И снова Солон по-своему понял значение перемен. До сих пор он чувствовал, что отец заботится о нем не только из родительской любви, нет: наставляя его, отец смотрит в будущее, возможно – уже недалекое, ибо даже в сегукитские времена, когда семья балансировала на грани бедности и Солон после занятий помогал отцу в лавке, а летом – еще и в поле, начались отцовские намеки, а то и прямые напутствия: учись, мол, управлять экипажем, пахать, сеять, убирать сено, а еще примечай, как я веду расходные книги, как храню товары, как выписываю накладные и слежу, чтобы счета отправлялись строго первого числа каждого месяца. «Вот умру, – говаривал отец, – тебе эти умения пригодятся, ведь на руках у тебя окажутся мать и сестра».
Солон внимал с трепетом – речь шла о матери. Уж он-то, Солон, ради нее в лепешку расшибется, если и впрямь отцу суждена ранняя смерть!
Вот он и усердствовал, вот и учился всему, что должен уметь фермер и лавочник. Какая бы участь ни постигла отца, обожаемая мать не узнает нужды.
Переезд сместил акценты. Здесь, в Дакле, у отца не было лавки.

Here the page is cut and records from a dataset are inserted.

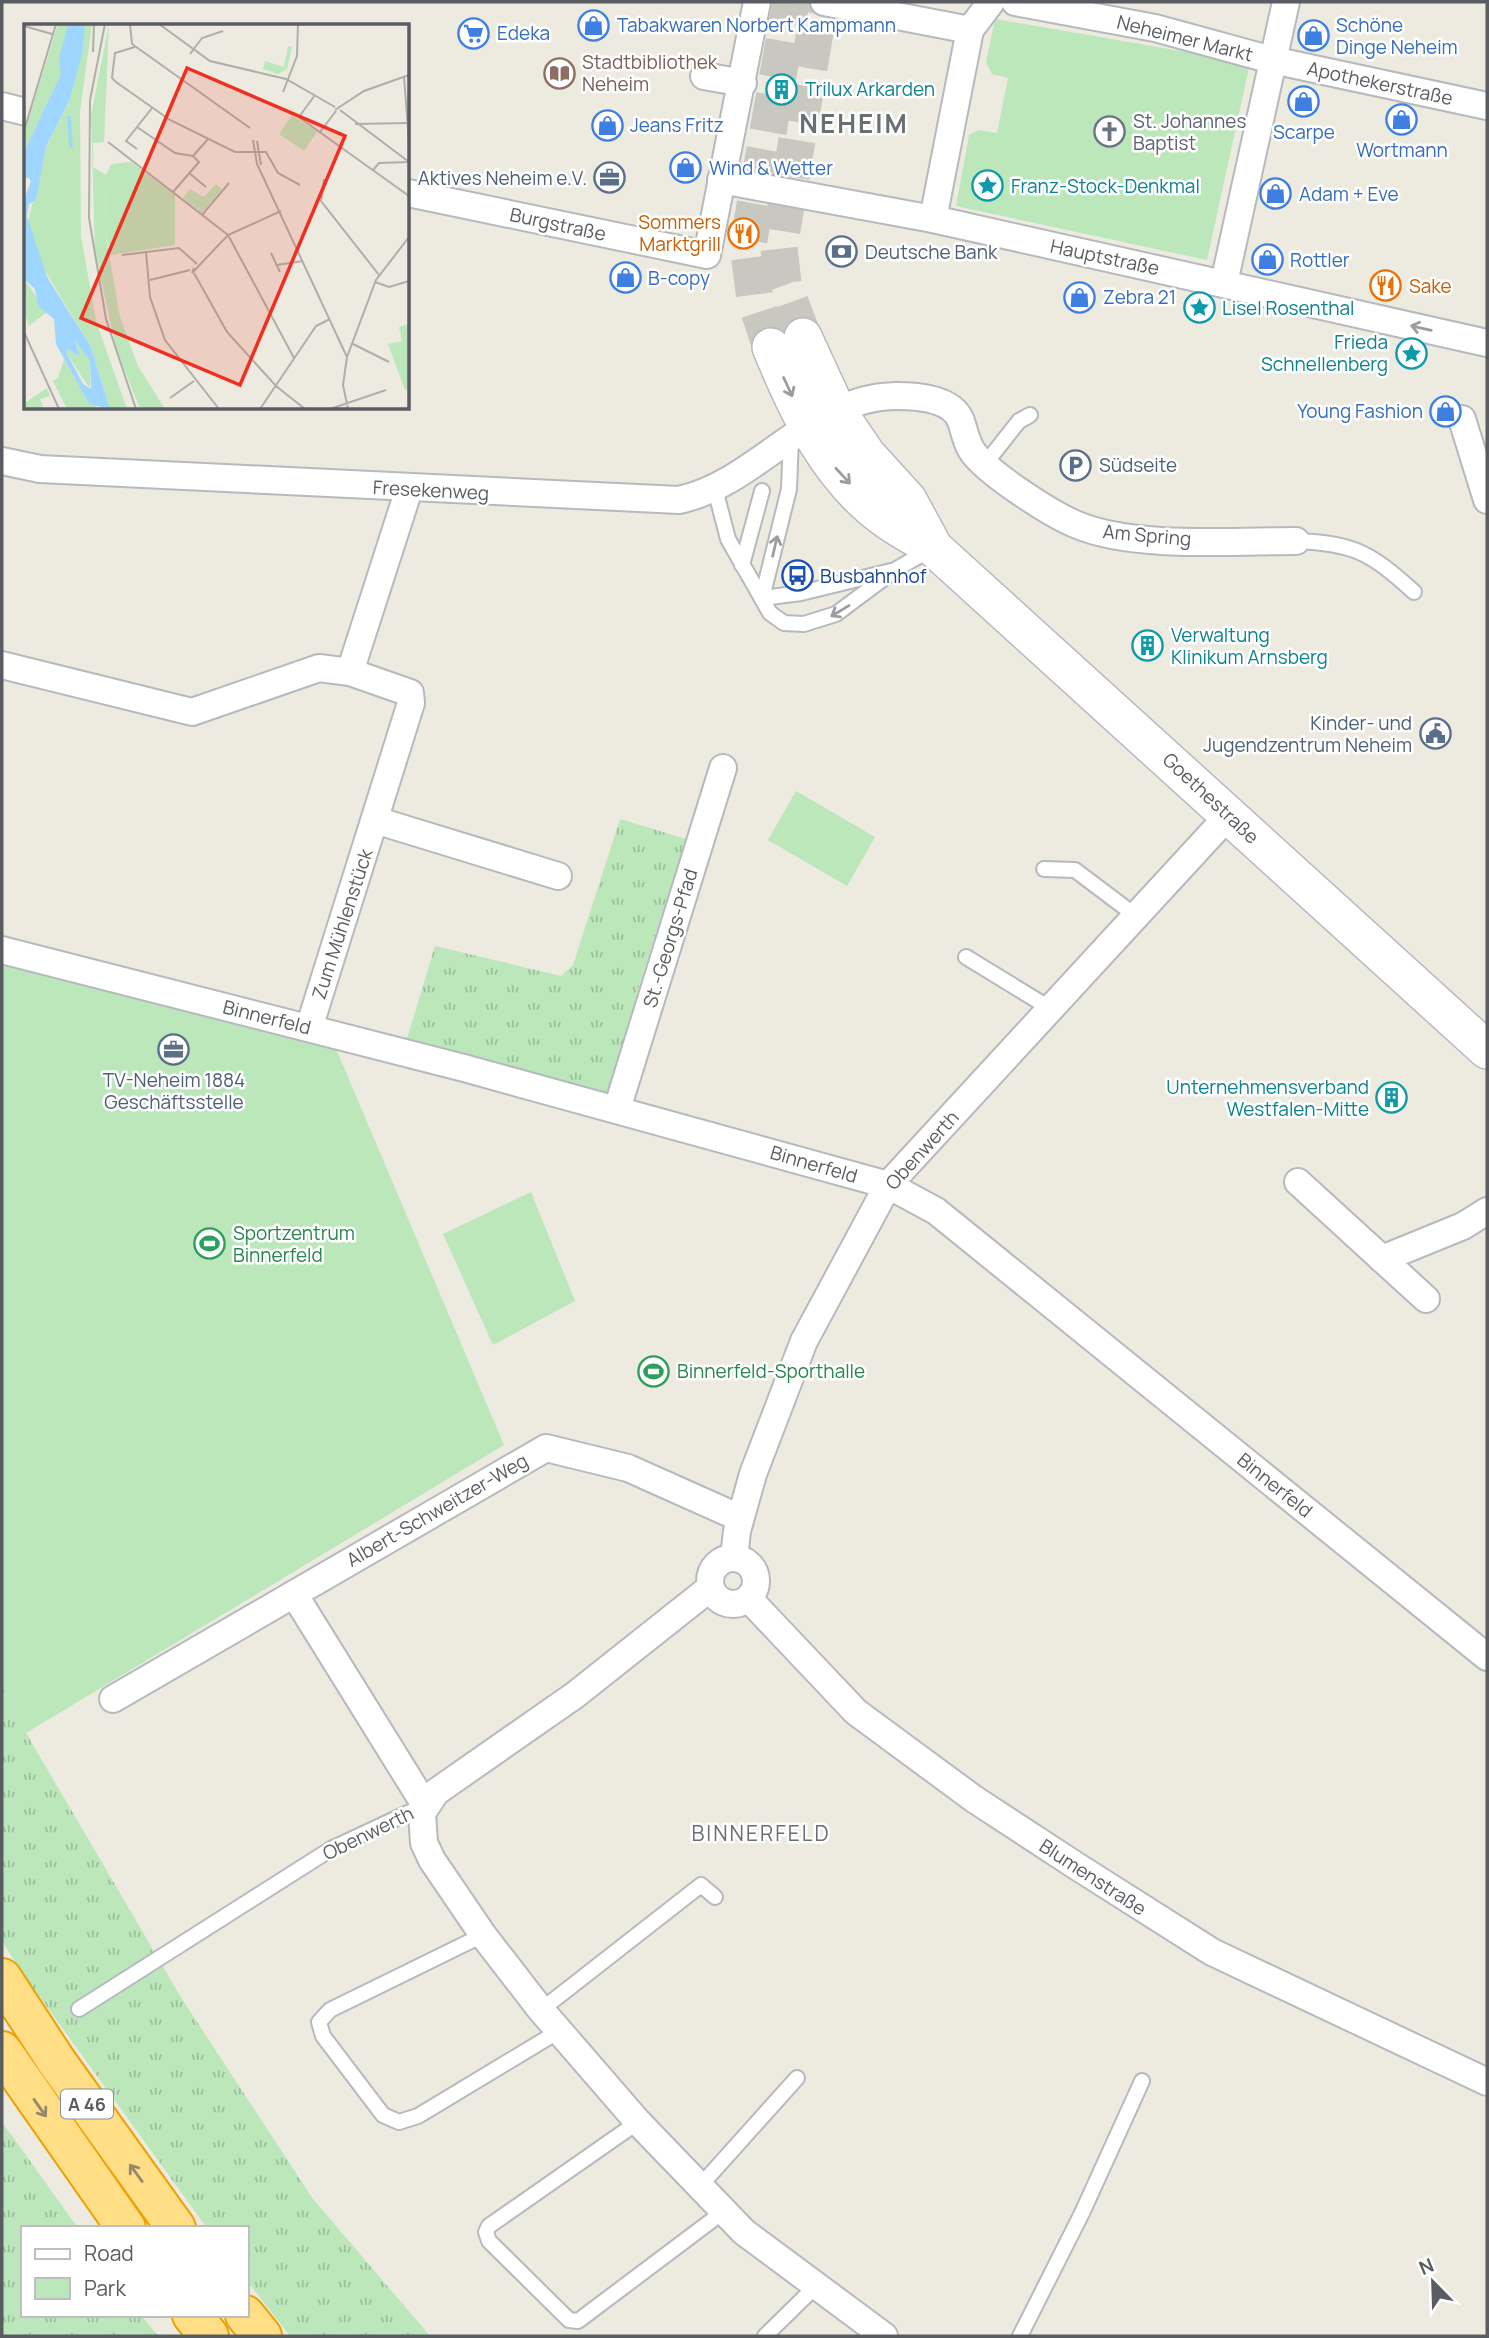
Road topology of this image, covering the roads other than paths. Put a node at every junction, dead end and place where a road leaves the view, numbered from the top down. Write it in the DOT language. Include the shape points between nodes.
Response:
graph roads {
  1 [pos="757,2"];
  2 [pos="824,2"];
  3 [pos="991,2"];
  4 [pos="1015,2"];
  5 [pos="1286,2"];
  6 [pos="1058,6"];
  7 [pos="970,30"];
  8 [pos="1272,60"];
  9 [pos="704,76"];
  10 [pos="743,83"];
  11 [pos="2,106"];
  12 [pos="1487,106"];
  13 [pos="24,111"];
  14 [pos="722,180"];
  15 [pos="410,193"];
  16 [pos="933,219"];
  17 [pos="1224,283"];
  18 [pos="787,342"];
  19 [pos="1487,343"];
  20 [pos="1030,415"];
  21 [pos="1462,419"];
  22 [pos="812,425"];
  23 [pos="2,461"];
  24 [pos="985,464"];
  25 [pos="409,489"];
  26 [pos="715,489"];
  27 [pos="762,491"];
  28 [pos="1487,500"];
  29 [pos="1296,541"];
  30 [pos="934,548"];
  31 [pos="742,565"];
  32 [pos="895,570"];
  33 [pos="1414,592"];
  34 [pos="762,598"];
  35 [pos="2,665"];
  36 [pos="351,672"];
  37 [pos="723,768"];
  38 [pos="1229,815"];
  39 [pos="375,820"];
  40 [pos="1044,869"];
  41 [pos="558,876"];
  42 [pos="1136,916"];
  43 [pos="2,950"];
  44 [pos="967,957"];
  45 [pos="1051,1009"];
  46 [pos="309,1028"];
  47 [pos="1487,1049"];
  48 [pos="617,1109"];
  49 [pos="1298,1182"];
  50 [pos="888,1185"];
  51 [pos="1487,1211"];
  52 [pos="1382,1259"];
  53 [pos="1426,1299"];
  54 [pos="740,1518"];
  55 [pos="734,1558"];
  56 [pos="710,1588"];
  57 [pos="294,1594"];
  58 [pos="748,1599"];
  59 [pos="1487,1657"];
  60 [pos="113,1699"];
  61 [pos="425,1805"];
  62 [pos="715,1897"];
  63 [pos="483,1935"];
  64 [pos="2,1978"];
  65 [pos="79,2009"];
  66 [pos="541,2010"];
  67 [pos="559,2031"];
  68 [pos="2,2051"];
  69 [pos="797,2078"];
  70 [pos="1142,2081"];
  71 [pos="1487,2082"];
  72 [pos="638,2122"];
  73 [pos="701,2185"];
  74 [pos="723,2212"];
  75 [pos="125,2226"];
  76 [pos="175,2226"];
  77 [pos="815,2287"];
  78 [pos="194,2317"];
  79 [pos="247,2317"];
  80 [pos="209,2336"];
  81 [pos="261,2336"];
  82 [pos="765,2336"];
  83 [pos="884,2336"];
  84 [pos="1020,2336"];
  1 -- 10 [label="street"];
  2 -- 7 [label="street"];
  3 -- 7 [label="street"];
  4 -- 6 [label="street, Neheimer Markt"];
  5 -- 8 [label="street"];
  6 -- 8 [label="street, Neheimer Markt"];
  7 -- 16 [label="street"];
  8 -- 12 [label="street, Apothekerstraße"];
  8 -- 17 [label="street"];
  9 -- 10 [label="street"];
  10 -- 14 [label="street"];
  11 -- 13 [label="street"];
  14 -- 15 [label="street, Burgstraße" via="707,255"];
  14 -- 16 [label="street, Hauptstraße"];
  16 -- 17 [label="street, Hauptstraße"];
  19 -- 17 [label="street, Hauptstraße, one-way"];
  18 -- 22 [label="street, Goethestraße"];
  20 -- 24 [label="lane" via="1019,421"];
  21 -- 28 [label="street"];
  22 -- 24 [label="street, Am Spring" via="885,397 942,403 957,413 970,447"];
  22 -- 26 [label="street, Fresekenweg"];
  22 -- 30 [label="street, Goethestraße" via="867,455 908,500"];
  34 -- 22 [label="lane, one-way" via="789,489"];
  23 -- 25 [label="street, Fresekenweg" via="40,469"];
  24 -- 29 [label="street, Am Spring" via="1041,505 1087,529 1184,540"];
  25 -- 26 [label="street, Fresekenweg" via="662,501"];
  25 -- 36 [label="street"];
  26 -- 31 [label="lane" via="728,539"];
  27 -- 31 [label="lane"];
  29 -- 33 [label="lane, Am Spring" via="1356,549"];
  30 -- 32 [label="lane"];
  30 -- 38 [label="street, Goethestraße"];
  31 -- 34 [label="lane"];
  32 -- 34 [label="lane"];
  32 -- 34 [label="lane, one-way" via="836,614 804,624 776,619"];
  35 -- 36 [label="street" via="192,712 312,669"];
  36 -- 39 [label="street, Zum Mühlenstück" via="411,696"];
  37 -- 48 [label="street, St.-Georgs-Pfad"];
  38 -- 42 [label="street, Obenwerth"];
  38 -- 47 [label="street, Goethestraße"];
  39 -- 41 [label="street"];
  39 -- 46 [label="street, Zum Mühlenstück"];
  40 -- 42 [label="lane" via="1075,870"];
  42 -- 45 [label="street, Obenwerth"];
  43 -- 46 [label="street, Binnerfeld"];
  44 -- 45 [label="lane"];
  45 -- 50 [label="street, Obenwerth"];
  46 -- 48 [label="street, Binnerfeld"];
  48 -- 50 [label="street, Binnerfeld"];
  49 -- 52 [label="street"];
  50 -- 54 [label="street, Obenwerth" via="804,1341"];
  50 -- 59 [label="street, Binnerfeld" via="936,1211"];
  51 -- 52 [label="street" via="1463,1226"];
  52 -- 53 [label="street"];
  54 -- 55 [label="street, Obenwerth"];
  54 -- 57 [label="street, Albert-Schweitzer-Weg" via="628,1468 546,1448"];
  55 -- 56 [label="street, Obenwerth" via="714,1567"];
  55 -- 58 [label="street" via="743,1560 755,1573"];
  56 -- 58 [label="street" via="731,1605"];
  56 -- 61 [label="street, Obenwerth" via="575,1695 436,1792"];
  57 -- 60 [label="street, Albert-Schweitzer-Weg"];
  57 -- 61 [label="street"];
  58 -- 71 [label="street, Blumenstraße" via="856,1712 1077,1867 1212,1952"];
  61 -- 63 [label="street" via="424,1843"];
  61 -- 65 [label="lane, Obenwerth" via="331,1849"];
  62 -- 66 [label="lane" via="701,1885"];
  63 -- 66 [label="street"];
  63 -- 67 [label="lane" via="338,2006 319,2022 323,2036 383,2115 399,2122 418,2116"];
  76 -- 64 [label="highway, A 46, one-way"];
  66 -- 67 [label="street"];
  67 -- 72 [label="street"];
  68 -- 75 [label="highway, A 46, one-way"];
  69 -- 73 [label="lane"];
  70 -- 84 [label="lane"];
  72 -- 73 [label="street"];
  72 -- 74 [label="lane" via="489,2227 489,2241 569,2320 578,2321"];
  73 -- 74 [label="street"];
  74 -- 77 [label="street"];
  77 -- 82 [label="lane"];
  77 -- 83 [label="street"];
  78 -- 80 [label="highway"];
  79 -- 81 [label="highway"];
}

Мало-помалу отец превращался (по крайней мере, так казалось внимательному к деталям Солону) в какого-то агента или даже сотрудника крупной фирмы. Рано поутру, сразу после завтрака, Руфус Барнс уезжал из дому в новом кабриолете (тянула кабриолет изящная, холеная гнедая кобыла – недавнее приобретение Барнсов, объект Солонова восторга) и возвращался только к ужину, редко когда раньше. Определенно у отца были дела в разных местах, и вскоре Солон в эти дела вник, ведь отец, по-прежнему озабоченный тем, чтобы дать сыну практические навыки, стал брать его с собой по субботам – в день, когда подшлифовывал незаконченное за неделю. Бывало, что и по будням, заранее зная, что хлопоты не уведут его далеко от Даклы, Руфус дожидался, пока Солон вернется из школы, и ехал с ним к своим новым клиентам: бакалейщикам, скупщикам фруктов и овощей, а то и к страховым агентам или на встречу с управляющим местным банком.